* **Extracted material**:
════════════════════

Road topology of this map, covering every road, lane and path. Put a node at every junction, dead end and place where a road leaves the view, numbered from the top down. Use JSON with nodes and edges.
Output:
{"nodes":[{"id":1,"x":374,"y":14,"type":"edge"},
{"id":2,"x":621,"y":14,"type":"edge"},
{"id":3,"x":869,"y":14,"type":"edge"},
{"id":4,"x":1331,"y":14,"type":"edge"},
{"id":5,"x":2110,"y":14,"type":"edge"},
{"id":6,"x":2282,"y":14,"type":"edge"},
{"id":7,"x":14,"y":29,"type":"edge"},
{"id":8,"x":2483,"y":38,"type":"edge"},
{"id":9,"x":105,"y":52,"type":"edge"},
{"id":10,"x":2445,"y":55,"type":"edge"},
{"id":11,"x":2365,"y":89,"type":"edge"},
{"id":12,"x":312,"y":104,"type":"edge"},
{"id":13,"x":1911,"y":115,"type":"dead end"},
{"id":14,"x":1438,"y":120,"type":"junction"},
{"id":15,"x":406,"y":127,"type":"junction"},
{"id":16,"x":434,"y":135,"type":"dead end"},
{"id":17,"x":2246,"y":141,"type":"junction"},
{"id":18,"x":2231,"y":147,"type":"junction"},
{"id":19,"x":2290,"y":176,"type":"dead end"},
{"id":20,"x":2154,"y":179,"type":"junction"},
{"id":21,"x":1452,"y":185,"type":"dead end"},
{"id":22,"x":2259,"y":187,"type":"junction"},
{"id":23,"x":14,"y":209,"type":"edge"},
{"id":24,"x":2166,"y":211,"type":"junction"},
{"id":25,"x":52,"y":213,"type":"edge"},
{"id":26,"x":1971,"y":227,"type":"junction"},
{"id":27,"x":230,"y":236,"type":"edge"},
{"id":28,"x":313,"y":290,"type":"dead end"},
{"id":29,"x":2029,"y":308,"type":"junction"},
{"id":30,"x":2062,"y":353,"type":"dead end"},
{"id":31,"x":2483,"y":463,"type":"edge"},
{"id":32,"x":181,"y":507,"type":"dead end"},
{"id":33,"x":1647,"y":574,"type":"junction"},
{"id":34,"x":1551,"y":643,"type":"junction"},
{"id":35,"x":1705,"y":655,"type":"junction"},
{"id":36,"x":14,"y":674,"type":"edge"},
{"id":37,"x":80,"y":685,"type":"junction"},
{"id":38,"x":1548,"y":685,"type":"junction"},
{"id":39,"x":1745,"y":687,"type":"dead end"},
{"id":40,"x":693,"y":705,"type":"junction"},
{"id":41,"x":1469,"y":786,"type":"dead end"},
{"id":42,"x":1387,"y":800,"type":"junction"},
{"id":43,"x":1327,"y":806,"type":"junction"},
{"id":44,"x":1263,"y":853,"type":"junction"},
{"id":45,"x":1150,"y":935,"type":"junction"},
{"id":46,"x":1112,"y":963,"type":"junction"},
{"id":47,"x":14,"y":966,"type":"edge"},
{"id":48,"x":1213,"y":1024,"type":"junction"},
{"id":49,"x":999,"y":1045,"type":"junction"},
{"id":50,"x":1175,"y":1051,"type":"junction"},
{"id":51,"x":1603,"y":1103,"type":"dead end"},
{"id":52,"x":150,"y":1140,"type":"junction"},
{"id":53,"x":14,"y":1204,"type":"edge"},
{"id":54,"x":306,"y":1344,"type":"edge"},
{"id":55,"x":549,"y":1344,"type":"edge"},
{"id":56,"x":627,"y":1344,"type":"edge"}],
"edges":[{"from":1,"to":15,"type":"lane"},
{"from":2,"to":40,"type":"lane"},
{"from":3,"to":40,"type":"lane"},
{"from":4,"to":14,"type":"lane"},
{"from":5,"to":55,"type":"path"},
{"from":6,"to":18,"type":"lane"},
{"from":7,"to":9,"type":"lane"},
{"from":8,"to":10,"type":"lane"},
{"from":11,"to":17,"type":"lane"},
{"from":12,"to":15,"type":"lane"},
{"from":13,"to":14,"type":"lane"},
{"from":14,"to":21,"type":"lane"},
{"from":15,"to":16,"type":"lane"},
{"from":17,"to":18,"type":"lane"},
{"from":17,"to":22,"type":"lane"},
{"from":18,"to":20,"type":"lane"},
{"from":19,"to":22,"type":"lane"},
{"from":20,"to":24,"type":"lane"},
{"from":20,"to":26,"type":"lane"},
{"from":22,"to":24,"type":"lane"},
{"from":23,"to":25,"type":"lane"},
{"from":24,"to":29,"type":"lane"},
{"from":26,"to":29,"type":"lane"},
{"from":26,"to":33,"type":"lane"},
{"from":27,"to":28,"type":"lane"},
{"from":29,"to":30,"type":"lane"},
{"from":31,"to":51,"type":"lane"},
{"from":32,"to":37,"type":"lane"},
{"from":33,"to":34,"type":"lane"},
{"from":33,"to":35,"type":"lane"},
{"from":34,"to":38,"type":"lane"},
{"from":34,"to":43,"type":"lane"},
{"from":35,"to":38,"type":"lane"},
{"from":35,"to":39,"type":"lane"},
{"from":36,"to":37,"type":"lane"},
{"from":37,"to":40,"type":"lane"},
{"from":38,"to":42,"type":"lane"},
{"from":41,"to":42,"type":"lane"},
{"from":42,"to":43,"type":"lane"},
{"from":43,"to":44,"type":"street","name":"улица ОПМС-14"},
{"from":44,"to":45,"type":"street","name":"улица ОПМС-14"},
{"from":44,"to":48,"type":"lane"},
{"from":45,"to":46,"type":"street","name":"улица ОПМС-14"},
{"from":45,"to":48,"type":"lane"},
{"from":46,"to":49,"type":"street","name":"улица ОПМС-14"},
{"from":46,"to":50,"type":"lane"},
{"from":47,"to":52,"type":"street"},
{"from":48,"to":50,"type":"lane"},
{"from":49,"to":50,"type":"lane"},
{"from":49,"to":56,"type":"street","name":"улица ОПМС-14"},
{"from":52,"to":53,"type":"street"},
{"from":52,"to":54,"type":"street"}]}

════════════════════

* **The problem**:
A complete, exact transcription of the data above is required.

* **Expected output**:
Road topology of this map, covering every road, lane and path. Put a node at every junction, dead end and place where a road leaves the view, numbered from the top down. Use JSON with nodes and edges.
Output:
{"nodes":[{"id":1,"x":374,"y":14,"type":"edge"},
{"id":2,"x":621,"y":14,"type":"edge"},
{"id":3,"x":869,"y":14,"type":"edge"},
{"id":4,"x":1331,"y":14,"type":"edge"},
{"id":5,"x":2110,"y":14,"type":"edge"},
{"id":6,"x":2282,"y":14,"type":"edge"},
{"id":7,"x":14,"y":29,"type":"edge"},
{"id":8,"x":2483,"y":38,"type":"edge"},
{"id":9,"x":105,"y":52,"type":"edge"},
{"id":10,"x":2445,"y":55,"type":"edge"},
{"id":11,"x":2365,"y":89,"type":"edge"},
{"id":12,"x":312,"y":104,"type":"edge"},
{"id":13,"x":1911,"y":115,"type":"dead end"},
{"id":14,"x":1438,"y":120,"type":"junction"},
{"id":15,"x":406,"y":127,"type":"junction"},
{"id":16,"x":434,"y":135,"type":"dead end"},
{"id":17,"x":2246,"y":141,"type":"junction"},
{"id":18,"x":2231,"y":147,"type":"junction"},
{"id":19,"x":2290,"y":176,"type":"dead end"},
{"id":20,"x":2154,"y":179,"type":"junction"},
{"id":21,"x":1452,"y":185,"type":"dead end"},
{"id":22,"x":2259,"y":187,"type":"junction"},
{"id":23,"x":14,"y":209,"type":"edge"},
{"id":24,"x":2166,"y":211,"type":"junction"},
{"id":25,"x":52,"y":213,"type":"edge"},
{"id":26,"x":1971,"y":227,"type":"junction"},
{"id":27,"x":230,"y":236,"type":"edge"},
{"id":28,"x":313,"y":290,"type":"dead end"},
{"id":29,"x":2029,"y":308,"type":"junction"},
{"id":30,"x":2062,"y":353,"type":"dead end"},
{"id":31,"x":2483,"y":463,"type":"edge"},
{"id":32,"x":181,"y":507,"type":"dead end"},
{"id":33,"x":1647,"y":574,"type":"junction"},
{"id":34,"x":1551,"y":643,"type":"junction"},
{"id":35,"x":1705,"y":655,"type":"junction"},
{"id":36,"x":14,"y":674,"type":"edge"},
{"id":37,"x":80,"y":685,"type":"junction"},
{"id":38,"x":1548,"y":685,"type":"junction"},
{"id":39,"x":1745,"y":687,"type":"dead end"},
{"id":40,"x":693,"y":705,"type":"junction"},
{"id":41,"x":1469,"y":786,"type":"dead end"},
{"id":42,"x":1387,"y":800,"type":"junction"},
{"id":43,"x":1327,"y":806,"type":"junction"},
{"id":44,"x":1263,"y":853,"type":"junction"},
{"id":45,"x":1150,"y":935,"type":"junction"},
{"id":46,"x":1112,"y":963,"type":"junction"},
{"id":47,"x":14,"y":966,"type":"edge"},
{"id":48,"x":1213,"y":1024,"type":"junction"},
{"id":49,"x":999,"y":1045,"type":"junction"},
{"id":50,"x":1175,"y":1051,"type":"junction"},
{"id":51,"x":1603,"y":1103,"type":"dead end"},
{"id":52,"x":150,"y":1140,"type":"junction"},
{"id":53,"x":14,"y":1204,"type":"edge"},
{"id":54,"x":306,"y":1344,"type":"edge"},
{"id":55,"x":549,"y":1344,"type":"edge"},
{"id":56,"x":627,"y":1344,"type":"edge"}],
"edges":[{"from":1,"to":15,"type":"lane"},
{"from":2,"to":40,"type":"lane"},
{"from":3,"to":40,"type":"lane"},
{"from":4,"to":14,"type":"lane"},
{"from":5,"to":55,"type":"path"},
{"from":6,"to":18,"type":"lane"},
{"from":7,"to":9,"type":"lane"},
{"from":8,"to":10,"type":"lane"},
{"from":11,"to":17,"type":"lane"},
{"from":12,"to":15,"type":"lane"},
{"from":13,"to":14,"type":"lane"},
{"from":14,"to":21,"type":"lane"},
{"from":15,"to":16,"type":"lane"},
{"from":17,"to":18,"type":"lane"},
{"from":17,"to":22,"type":"lane"},
{"from":18,"to":20,"type":"lane"},
{"from":19,"to":22,"type":"lane"},
{"from":20,"to":24,"type":"lane"},
{"from":20,"to":26,"type":"lane"},
{"from":22,"to":24,"type":"lane"},
{"from":23,"to":25,"type":"lane"},
{"from":24,"to":29,"type":"lane"},
{"from":26,"to":29,"type":"lane"},
{"from":26,"to":33,"type":"lane"},
{"from":27,"to":28,"type":"lane"},
{"from":29,"to":30,"type":"lane"},
{"from":31,"to":51,"type":"lane"},
{"from":32,"to":37,"type":"lane"},
{"from":33,"to":34,"type":"lane"},
{"from":33,"to":35,"type":"lane"},
{"from":34,"to":38,"type":"lane"},
{"from":34,"to":43,"type":"lane"},
{"from":35,"to":38,"type":"lane"},
{"from":35,"to":39,"type":"lane"},
{"from":36,"to":37,"type":"lane"},
{"from":37,"to":40,"type":"lane"},
{"from":38,"to":42,"type":"lane"},
{"from":41,"to":42,"type":"lane"},
{"from":42,"to":43,"type":"lane"},
{"from":43,"to":44,"type":"street","name":"улица ОПМС-14"},
{"from":44,"to":45,"type":"street","name":"улица ОПМС-14"},
{"from":44,"to":48,"type":"lane"},
{"from":45,"to":46,"type":"street","name":"улица ОПМС-14"},
{"from":45,"to":48,"type":"lane"},
{"from":46,"to":49,"type":"street","name":"улица ОПМС-14"},
{"from":46,"to":50,"type":"lane"},
{"from":47,"to":52,"type":"street"},
{"from":48,"to":50,"type":"lane"},
{"from":49,"to":50,"type":"lane"},
{"from":49,"to":56,"type":"street","name":"улица ОПМС-14"},
{"from":52,"to":53,"type":"street"},
{"from":52,"to":54,"type":"street"}]}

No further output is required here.